### Your task
The required result is a line count: how many lines in this data hold the word "main". Give only that.

Stored data:
Segment Open

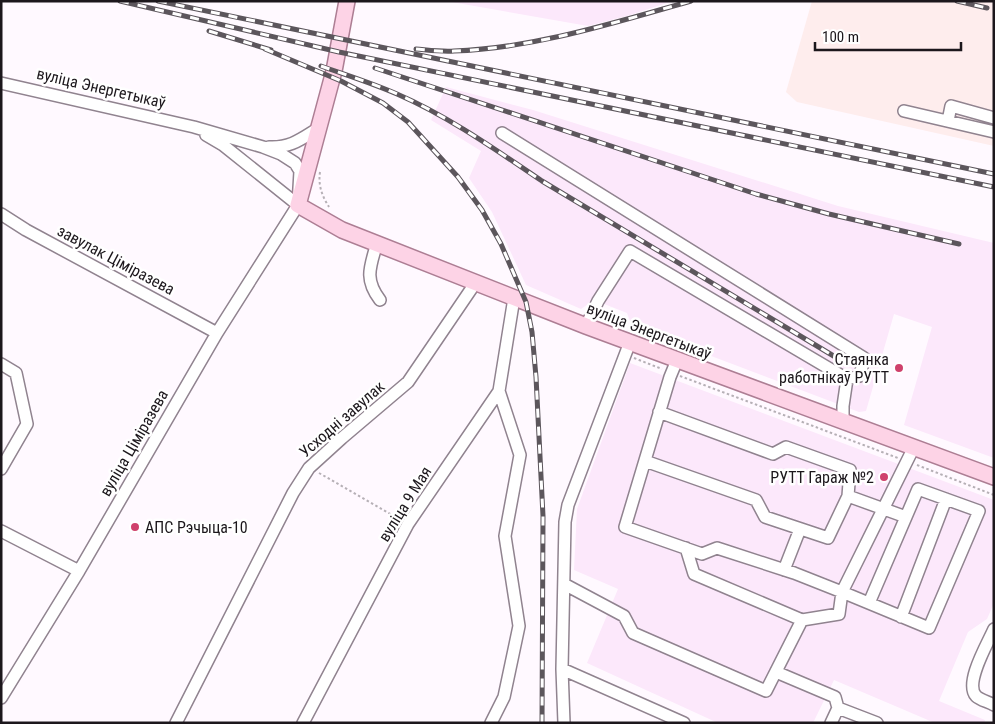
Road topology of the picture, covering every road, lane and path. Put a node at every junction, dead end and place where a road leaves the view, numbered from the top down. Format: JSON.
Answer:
{"nodes":[{"id":1,"x":347,"y":1,"type":"edge"},
{"id":2,"x":1,"y":83,"type":"edge"},
{"id":3,"x":904,"y":111,"type":"dead end"},
{"id":4,"x":994,"y":118,"type":"edge"},
{"id":5,"x":948,"y":121,"type":"junction"},
{"id":6,"x":194,"y":127,"type":"junction"},
{"id":7,"x":319,"y":128,"type":"junction"},
{"id":8,"x":994,"y":132,"type":"edge"},
{"id":9,"x":502,"y":133,"type":"dead end"},
{"id":10,"x":263,"y":147,"type":"junction"},
{"id":11,"x":322,"y":165,"type":"dead end"},
{"id":12,"x":298,"y":205,"type":"junction"},
{"id":13,"x":332,"y":212,"type":"dead end"},
{"id":14,"x":1,"y":214,"type":"edge"},
{"id":15,"x":376,"y":243,"type":"junction"},
{"id":16,"x":476,"y":282,"type":"junction"},
{"id":17,"x":514,"y":298,"type":"junction"},
{"id":18,"x":380,"y":300,"type":"dead end"},
{"id":19,"x":586,"y":326,"type":"junction"},
{"id":20,"x":217,"y":333,"type":"junction"},
{"id":21,"x":628,"y":349,"type":"junction"},
{"id":22,"x":1,"y":364,"type":"edge"},
{"id":23,"x":674,"y":366,"type":"junction"},
{"id":24,"x":847,"y":379,"type":"junction"},
{"id":25,"x":500,"y":391,"type":"junction"},
{"id":26,"x":659,"y":412,"type":"junction"},
{"id":27,"x":844,"y":422,"type":"junction"},
{"id":28,"x":914,"y":447,"type":"junction"},
{"id":29,"x":645,"y":461,"type":"junction"},
{"id":30,"x":907,"y":461,"type":"junction"},
{"id":31,"x":310,"y":468,"type":"junction"},
{"id":32,"x":1,"y":469,"type":"edge"},
{"id":33,"x":994,"y":477,"type":"edge"},
{"id":34,"x":994,"y":495,"type":"edge"},
{"id":35,"x":848,"y":496,"type":"junction"},
{"id":36,"x":946,"y":499,"type":"junction"},
{"id":37,"x":884,"y":509,"type":"junction"},
{"id":38,"x":906,"y":517,"type":"junction"},
{"id":39,"x":408,"y":524,"type":"junction"},
{"id":40,"x":800,"y":529,"type":"junction"},
{"id":41,"x":1,"y":531,"type":"edge"},
{"id":42,"x":686,"y":548,"type":"junction"},
{"id":43,"x":79,"y":570,"type":"junction"},
{"id":44,"x":784,"y":570,"type":"junction"},
{"id":45,"x":564,"y":584,"type":"junction"},
{"id":46,"x":842,"y":592,"type":"junction"},
{"id":47,"x":869,"y":603,"type":"junction"},
{"id":48,"x":901,"y":617,"type":"junction"},
{"id":49,"x":802,"y":620,"type":"junction"},
{"id":50,"x":994,"y":629,"type":"edge"},
{"id":51,"x":562,"y":669,"type":"junction"},
{"id":52,"x":776,"y":672,"type":"junction"},
{"id":53,"x":1,"y":698,"type":"edge"},
{"id":54,"x":994,"y":705,"type":"edge"},
{"id":55,"x":838,"y":708,"type":"junction"},
{"id":56,"x":176,"y":723,"type":"edge"},
{"id":57,"x":303,"y":723,"type":"edge"},
{"id":58,"x":491,"y":723,"type":"edge"},
{"id":59,"x":564,"y":723,"type":"edge"},
{"id":60,"x":684,"y":723,"type":"edge"},
{"id":61,"x":831,"y":723,"type":"edge"},
{"id":62,"x":877,"y":723,"type":"edge"}],
"edges":[{"from":1,"to":7,"type":"main road"},
{"from":2,"to":6,"type":"street","name":"вуліца Энергетыкаў"},
{"from":3,"to":5,"type":"street"},
{"from":4,"to":5,"type":"street"},
{"from":5,"to":8,"type":"street"},
{"from":6,"to":10,"type":"street","name":"вуліца Энергетыкаў"},
{"from":6,"to":12,"type":"street"},
{"from":7,"to":10,"type":"street"},
{"from":7,"to":12,"type":"main road"},
{"from":9,"to":24,"type":"street"},
{"from":10,"to":12,"type":"street"},
{"from":11,"to":13,"type":"path"},
{"from":12,"to":15,"type":"main road","name":"вуліца Энергетыкаў"},
{"from":12,"to":20,"type":"street","name":"вуліца Ціміразева"},
{"from":14,"to":20,"type":"street","name":"завулак Ціміразева"},
{"from":15,"to":16,"type":"main road","name":"вуліца Энергетыкаў"},
{"from":15,"to":18,"type":"street"},
{"from":16,"to":17,"type":"main road","name":"вуліца Энергетыкаў"},
{"from":16,"to":31,"type":"street","name":"Усходні завулак"},
{"from":17,"to":19,"type":"main road","name":"вуліца Энергетыкаў"},
{"from":17,"to":25,"type":"street","name":"вуліца 9 Мая"},
{"from":19,"to":21,"type":"main road","name":"вуліца Энергетыкаў"},
{"from":19,"to":24,"type":"street"},
{"from":20,"to":43,"type":"street","name":"вуліца Ціміразева"},
{"from":21,"to":23,"type":"main road","name":"вуліца Энергетыкаў"},
{"from":21,"to":23,"type":"path"},
{"from":21,"to":45,"type":"street"},
{"from":22,"to":32,"type":"street"},
{"from":23,"to":26,"type":"street"},
{"from":23,"to":27,"type":"main road","name":"вуліца Энергетыкаў"},
{"from":23,"to":30,"type":"path"},
{"from":24,"to":27,"type":"street"},
{"from":25,"to":39,"type":"street","name":"вуліца 9 Мая"},
{"from":25,"to":58,"type":"street"},
{"from":26,"to":29,"type":"street"},
{"from":26,"to":35,"type":"street"},
{"from":27,"to":28,"type":"main road","name":"вуліца Энергетыкаў"},
{"from":28,"to":30,"type":"street"},
{"from":28,"to":33,"type":"main road","name":"вуліца Энергетыкаў"},
{"from":29,"to":40,"type":"street"},
{"from":29,"to":42,"type":"street"},
{"from":30,"to":34,"type":"path"},
{"from":30,"to":37,"type":"street"},
{"from":31,"to":39,"type":"path"},
{"from":31,"to":56,"type":"street","name":"Усходні завулак"},
{"from":35,"to":37,"type":"street"},
{"from":35,"to":40,"type":"street"},
{"from":36,"to":38,"type":"street"},
{"from":36,"to":48,"type":"street"},
{"from":36,"to":48,"type":"street"},
{"from":37,"to":38,"type":"street"},
{"from":37,"to":46,"type":"street"},
{"from":38,"to":47,"type":"street"},
{"from":39,"to":57,"type":"street","name":"вуліца 9 Мая"},
{"from":40,"to":44,"type":"street"},
{"from":41,"to":43,"type":"street"},
{"from":42,"to":44,"type":"street"},
{"from":42,"to":49,"type":"street"},
{"from":43,"to":53,"type":"street","name":"вуліца Ціміразева"},
{"from":44,"to":46,"type":"street"},
{"from":45,"to":51,"type":"street"},
{"from":45,"to":52,"type":"street"},
{"from":46,"to":47,"type":"street"},
{"from":46,"to":49,"type":"street"},
{"from":47,"to":48,"type":"street"},
{"from":49,"to":52,"type":"street"},
{"from":50,"to":54,"type":"street"},
{"from":51,"to":59,"type":"street"},
{"from":51,"to":60,"type":"street"},
{"from":52,"to":55,"type":"street"},
{"from":55,"to":61,"type":"street"},
{"from":55,"to":62,"type":"street"}]}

Segment Closed

### Response box
11